Each entry below should be reproduced character for character.

(Stored data entries)
=== Begin Enclosure ===

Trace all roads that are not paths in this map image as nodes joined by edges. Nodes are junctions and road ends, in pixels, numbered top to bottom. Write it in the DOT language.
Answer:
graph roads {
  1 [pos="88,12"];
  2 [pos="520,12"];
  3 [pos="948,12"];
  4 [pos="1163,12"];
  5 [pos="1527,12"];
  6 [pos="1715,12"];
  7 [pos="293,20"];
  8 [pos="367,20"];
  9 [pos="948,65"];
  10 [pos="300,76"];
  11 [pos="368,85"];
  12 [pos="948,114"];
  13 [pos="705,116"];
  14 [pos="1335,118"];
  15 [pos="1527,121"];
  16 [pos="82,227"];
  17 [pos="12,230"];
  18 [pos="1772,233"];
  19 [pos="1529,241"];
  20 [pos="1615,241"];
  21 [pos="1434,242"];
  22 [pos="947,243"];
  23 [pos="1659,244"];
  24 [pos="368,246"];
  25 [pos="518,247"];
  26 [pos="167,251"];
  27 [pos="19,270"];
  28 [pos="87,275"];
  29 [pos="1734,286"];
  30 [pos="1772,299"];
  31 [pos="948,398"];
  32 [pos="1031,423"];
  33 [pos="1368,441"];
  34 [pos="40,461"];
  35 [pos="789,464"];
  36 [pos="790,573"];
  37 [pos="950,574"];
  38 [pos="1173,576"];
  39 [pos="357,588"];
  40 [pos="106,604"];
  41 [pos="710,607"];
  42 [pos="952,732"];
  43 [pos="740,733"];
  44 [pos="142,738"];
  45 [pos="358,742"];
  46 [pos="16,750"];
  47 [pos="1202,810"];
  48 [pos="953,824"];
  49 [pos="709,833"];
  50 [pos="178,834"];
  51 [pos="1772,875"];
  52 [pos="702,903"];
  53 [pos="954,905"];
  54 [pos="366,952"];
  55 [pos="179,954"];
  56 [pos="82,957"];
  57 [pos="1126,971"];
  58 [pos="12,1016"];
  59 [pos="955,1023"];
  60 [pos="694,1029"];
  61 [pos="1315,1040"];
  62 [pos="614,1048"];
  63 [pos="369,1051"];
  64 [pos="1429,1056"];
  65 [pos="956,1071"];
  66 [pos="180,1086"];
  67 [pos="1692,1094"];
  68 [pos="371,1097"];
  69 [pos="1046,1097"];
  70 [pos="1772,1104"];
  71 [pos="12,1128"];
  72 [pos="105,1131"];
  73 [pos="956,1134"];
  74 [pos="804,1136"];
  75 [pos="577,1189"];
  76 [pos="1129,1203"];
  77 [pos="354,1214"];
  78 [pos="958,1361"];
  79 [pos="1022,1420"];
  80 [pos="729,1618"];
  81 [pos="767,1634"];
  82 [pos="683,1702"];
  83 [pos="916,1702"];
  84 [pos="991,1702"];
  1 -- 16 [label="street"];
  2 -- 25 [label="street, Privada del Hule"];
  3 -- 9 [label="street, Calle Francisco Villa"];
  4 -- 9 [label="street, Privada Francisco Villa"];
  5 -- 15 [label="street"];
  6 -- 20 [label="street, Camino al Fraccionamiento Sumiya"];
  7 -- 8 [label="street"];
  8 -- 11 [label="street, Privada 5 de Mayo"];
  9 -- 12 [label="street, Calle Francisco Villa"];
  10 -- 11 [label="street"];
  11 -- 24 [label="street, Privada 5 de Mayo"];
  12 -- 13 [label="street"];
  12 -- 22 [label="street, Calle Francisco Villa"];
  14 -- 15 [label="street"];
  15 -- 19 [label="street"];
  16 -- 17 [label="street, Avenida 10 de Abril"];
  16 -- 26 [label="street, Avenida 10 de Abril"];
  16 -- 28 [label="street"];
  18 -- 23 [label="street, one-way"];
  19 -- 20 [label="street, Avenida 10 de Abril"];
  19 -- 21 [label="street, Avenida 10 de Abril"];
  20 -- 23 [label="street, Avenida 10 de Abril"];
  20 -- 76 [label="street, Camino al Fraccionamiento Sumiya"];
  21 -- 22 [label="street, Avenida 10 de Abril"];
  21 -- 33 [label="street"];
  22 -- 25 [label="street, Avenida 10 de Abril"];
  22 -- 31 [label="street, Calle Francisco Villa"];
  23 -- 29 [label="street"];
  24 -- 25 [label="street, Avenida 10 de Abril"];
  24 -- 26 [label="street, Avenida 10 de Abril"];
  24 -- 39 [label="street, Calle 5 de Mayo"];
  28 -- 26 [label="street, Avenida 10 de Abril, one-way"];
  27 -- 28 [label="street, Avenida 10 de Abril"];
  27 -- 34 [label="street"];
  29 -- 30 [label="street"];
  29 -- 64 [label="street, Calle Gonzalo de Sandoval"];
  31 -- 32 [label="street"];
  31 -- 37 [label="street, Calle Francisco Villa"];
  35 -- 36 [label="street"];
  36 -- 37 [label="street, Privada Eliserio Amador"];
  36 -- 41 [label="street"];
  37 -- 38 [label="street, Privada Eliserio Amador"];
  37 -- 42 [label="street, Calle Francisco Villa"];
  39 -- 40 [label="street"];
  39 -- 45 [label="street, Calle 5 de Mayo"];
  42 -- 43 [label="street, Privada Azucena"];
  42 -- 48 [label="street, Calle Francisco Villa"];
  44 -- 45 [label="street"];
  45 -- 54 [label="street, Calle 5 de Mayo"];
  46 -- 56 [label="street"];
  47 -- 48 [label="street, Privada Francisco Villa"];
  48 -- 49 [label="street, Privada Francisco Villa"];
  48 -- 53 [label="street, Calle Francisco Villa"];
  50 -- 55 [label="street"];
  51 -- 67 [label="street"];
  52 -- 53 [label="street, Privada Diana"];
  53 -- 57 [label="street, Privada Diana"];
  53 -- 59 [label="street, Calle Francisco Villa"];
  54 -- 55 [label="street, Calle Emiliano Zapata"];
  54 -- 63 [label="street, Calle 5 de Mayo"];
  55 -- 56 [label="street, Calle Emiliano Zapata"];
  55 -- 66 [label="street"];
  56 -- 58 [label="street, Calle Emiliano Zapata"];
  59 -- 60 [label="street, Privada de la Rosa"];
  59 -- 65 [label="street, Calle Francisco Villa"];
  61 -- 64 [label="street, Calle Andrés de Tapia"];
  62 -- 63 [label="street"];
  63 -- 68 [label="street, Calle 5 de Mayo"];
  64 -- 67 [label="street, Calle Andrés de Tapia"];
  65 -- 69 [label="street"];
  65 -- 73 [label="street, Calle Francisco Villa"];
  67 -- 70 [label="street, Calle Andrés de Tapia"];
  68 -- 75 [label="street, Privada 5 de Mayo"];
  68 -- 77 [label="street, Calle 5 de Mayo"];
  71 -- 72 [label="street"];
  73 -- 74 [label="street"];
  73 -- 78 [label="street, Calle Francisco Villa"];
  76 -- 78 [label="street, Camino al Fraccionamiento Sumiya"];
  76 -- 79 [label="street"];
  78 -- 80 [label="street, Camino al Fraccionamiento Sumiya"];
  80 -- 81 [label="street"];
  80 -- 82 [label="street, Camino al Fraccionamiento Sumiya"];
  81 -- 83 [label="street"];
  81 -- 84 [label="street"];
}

=== End Enclosure ===

Output ::
Trace all roads that are not paths in this map image as nodes joined by edges. Nodes are junctions and road ends, in pixels, numbered top to bottom. Write it in the DOT language.
Answer:
graph roads {
  1 [pos="88,12"];
  2 [pos="520,12"];
  3 [pos="948,12"];
  4 [pos="1163,12"];
  5 [pos="1527,12"];
  6 [pos="1715,12"];
  7 [pos="293,20"];
  8 [pos="367,20"];
  9 [pos="948,65"];
  10 [pos="300,76"];
  11 [pos="368,85"];
  12 [pos="948,114"];
  13 [pos="705,116"];
  14 [pos="1335,118"];
  15 [pos="1527,121"];
  16 [pos="82,227"];
  17 [pos="12,230"];
  18 [pos="1772,233"];
  19 [pos="1529,241"];
  20 [pos="1615,241"];
  21 [pos="1434,242"];
  22 [pos="947,243"];
  23 [pos="1659,244"];
  24 [pos="368,246"];
  25 [pos="518,247"];
  26 [pos="167,251"];
  27 [pos="19,270"];
  28 [pos="87,275"];
  29 [pos="1734,286"];
  30 [pos="1772,299"];
  31 [pos="948,398"];
  32 [pos="1031,423"];
  33 [pos="1368,441"];
  34 [pos="40,461"];
  35 [pos="789,464"];
  36 [pos="790,573"];
  37 [pos="950,574"];
  38 [pos="1173,576"];
  39 [pos="357,588"];
  40 [pos="106,604"];
  41 [pos="710,607"];
  42 [pos="952,732"];
  43 [pos="740,733"];
  44 [pos="142,738"];
  45 [pos="358,742"];
  46 [pos="16,750"];
  47 [pos="1202,810"];
  48 [pos="953,824"];
  49 [pos="709,833"];
  50 [pos="178,834"];
  51 [pos="1772,875"];
  52 [pos="702,903"];
  53 [pos="954,905"];
  54 [pos="366,952"];
  55 [pos="179,954"];
  56 [pos="82,957"];
  57 [pos="1126,971"];
  58 [pos="12,1016"];
  59 [pos="955,1023"];
  60 [pos="694,1029"];
  61 [pos="1315,1040"];
  62 [pos="614,1048"];
  63 [pos="369,1051"];
  64 [pos="1429,1056"];
  65 [pos="956,1071"];
  66 [pos="180,1086"];
  67 [pos="1692,1094"];
  68 [pos="371,1097"];
  69 [pos="1046,1097"];
  70 [pos="1772,1104"];
  71 [pos="12,1128"];
  72 [pos="105,1131"];
  73 [pos="956,1134"];
  74 [pos="804,1136"];
  75 [pos="577,1189"];
  76 [pos="1129,1203"];
  77 [pos="354,1214"];
  78 [pos="958,1361"];
  79 [pos="1022,1420"];
  80 [pos="729,1618"];
  81 [pos="767,1634"];
  82 [pos="683,1702"];
  83 [pos="916,1702"];
  84 [pos="991,1702"];
  1 -- 16 [label="street"];
  2 -- 25 [label="street, Privada del Hule"];
  3 -- 9 [label="street, Calle Francisco Villa"];
  4 -- 9 [label="street, Privada Francisco Villa"];
  5 -- 15 [label="street"];
  6 -- 20 [label="street, Camino al Fraccionamiento Sumiya"];
  7 -- 8 [label="street"];
  8 -- 11 [label="street, Privada 5 de Mayo"];
  9 -- 12 [label="street, Calle Francisco Villa"];
  10 -- 11 [label="street"];
  11 -- 24 [label="street, Privada 5 de Mayo"];
  12 -- 13 [label="street"];
  12 -- 22 [label="street, Calle Francisco Villa"];
  14 -- 15 [label="street"];
  15 -- 19 [label="street"];
  16 -- 17 [label="street, Avenida 10 de Abril"];
  16 -- 26 [label="street, Avenida 10 de Abril"];
  16 -- 28 [label="street"];
  18 -- 23 [label="street, one-way"];
  19 -- 20 [label="street, Avenida 10 de Abril"];
  19 -- 21 [label="street, Avenida 10 de Abril"];
  20 -- 23 [label="street, Avenida 10 de Abril"];
  20 -- 76 [label="street, Camino al Fraccionamiento Sumiya"];
  21 -- 22 [label="street, Avenida 10 de Abril"];
  21 -- 33 [label="street"];
  22 -- 25 [label="street, Avenida 10 de Abril"];
  22 -- 31 [label="street, Calle Francisco Villa"];
  23 -- 29 [label="street"];
  24 -- 25 [label="street, Avenida 10 de Abril"];
  24 -- 26 [label="street, Avenida 10 de Abril"];
  24 -- 39 [label="street, Calle 5 de Mayo"];
  28 -- 26 [label="street, Avenida 10 de Abril, one-way"];
  27 -- 28 [label="street, Avenida 10 de Abril"];
  27 -- 34 [label="street"];
  29 -- 30 [label="street"];
  29 -- 64 [label="street, Calle Gonzalo de Sandoval"];
  31 -- 32 [label="street"];
  31 -- 37 [label="street, Calle Francisco Villa"];
  35 -- 36 [label="street"];
  36 -- 37 [label="street, Privada Eliserio Amador"];
  36 -- 41 [label="street"];
  37 -- 38 [label="street, Privada Eliserio Amador"];
  37 -- 42 [label="street, Calle Francisco Villa"];
  39 -- 40 [label="street"];
  39 -- 45 [label="street, Calle 5 de Mayo"];
  42 -- 43 [label="street, Privada Azucena"];
  42 -- 48 [label="street, Calle Francisco Villa"];
  44 -- 45 [label="street"];
  45 -- 54 [label="street, Calle 5 de Mayo"];
  46 -- 56 [label="street"];
  47 -- 48 [label="street, Privada Francisco Villa"];
  48 -- 49 [label="street, Privada Francisco Villa"];
  48 -- 53 [label="street, Calle Francisco Villa"];
  50 -- 55 [label="street"];
  51 -- 67 [label="street"];
  52 -- 53 [label="street, Privada Diana"];
  53 -- 57 [label="street, Privada Diana"];
  53 -- 59 [label="street, Calle Francisco Villa"];
  54 -- 55 [label="street, Calle Emiliano Zapata"];
  54 -- 63 [label="street, Calle 5 de Mayo"];
  55 -- 56 [label="street, Calle Emiliano Zapata"];
  55 -- 66 [label="street"];
  56 -- 58 [label="street, Calle Emiliano Zapata"];
  59 -- 60 [label="street, Privada de la Rosa"];
  59 -- 65 [label="street, Calle Francisco Villa"];
  61 -- 64 [label="street, Calle Andrés de Tapia"];
  62 -- 63 [label="street"];
  63 -- 68 [label="street, Calle 5 de Mayo"];
  64 -- 67 [label="street, Calle Andrés de Tapia"];
  65 -- 69 [label="street"];
  65 -- 73 [label="street, Calle Francisco Villa"];
  67 -- 70 [label="street, Calle Andrés de Tapia"];
  68 -- 75 [label="street, Privada 5 de Mayo"];
  68 -- 77 [label="street, Calle 5 de Mayo"];
  71 -- 72 [label="street"];
  73 -- 74 [label="street"];
  73 -- 78 [label="street, Calle Francisco Villa"];
  76 -- 78 [label="street, Camino al Fraccionamiento Sumiya"];
  76 -- 79 [label="street"];
  78 -- 80 [label="street, Camino al Fraccionamiento Sumiya"];
  80 -- 81 [label="street"];
  80 -- 82 [label="street, Camino al Fraccionamiento Sumiya"];
  81 -- 83 [label="street"];
  81 -- 84 [label="street"];
}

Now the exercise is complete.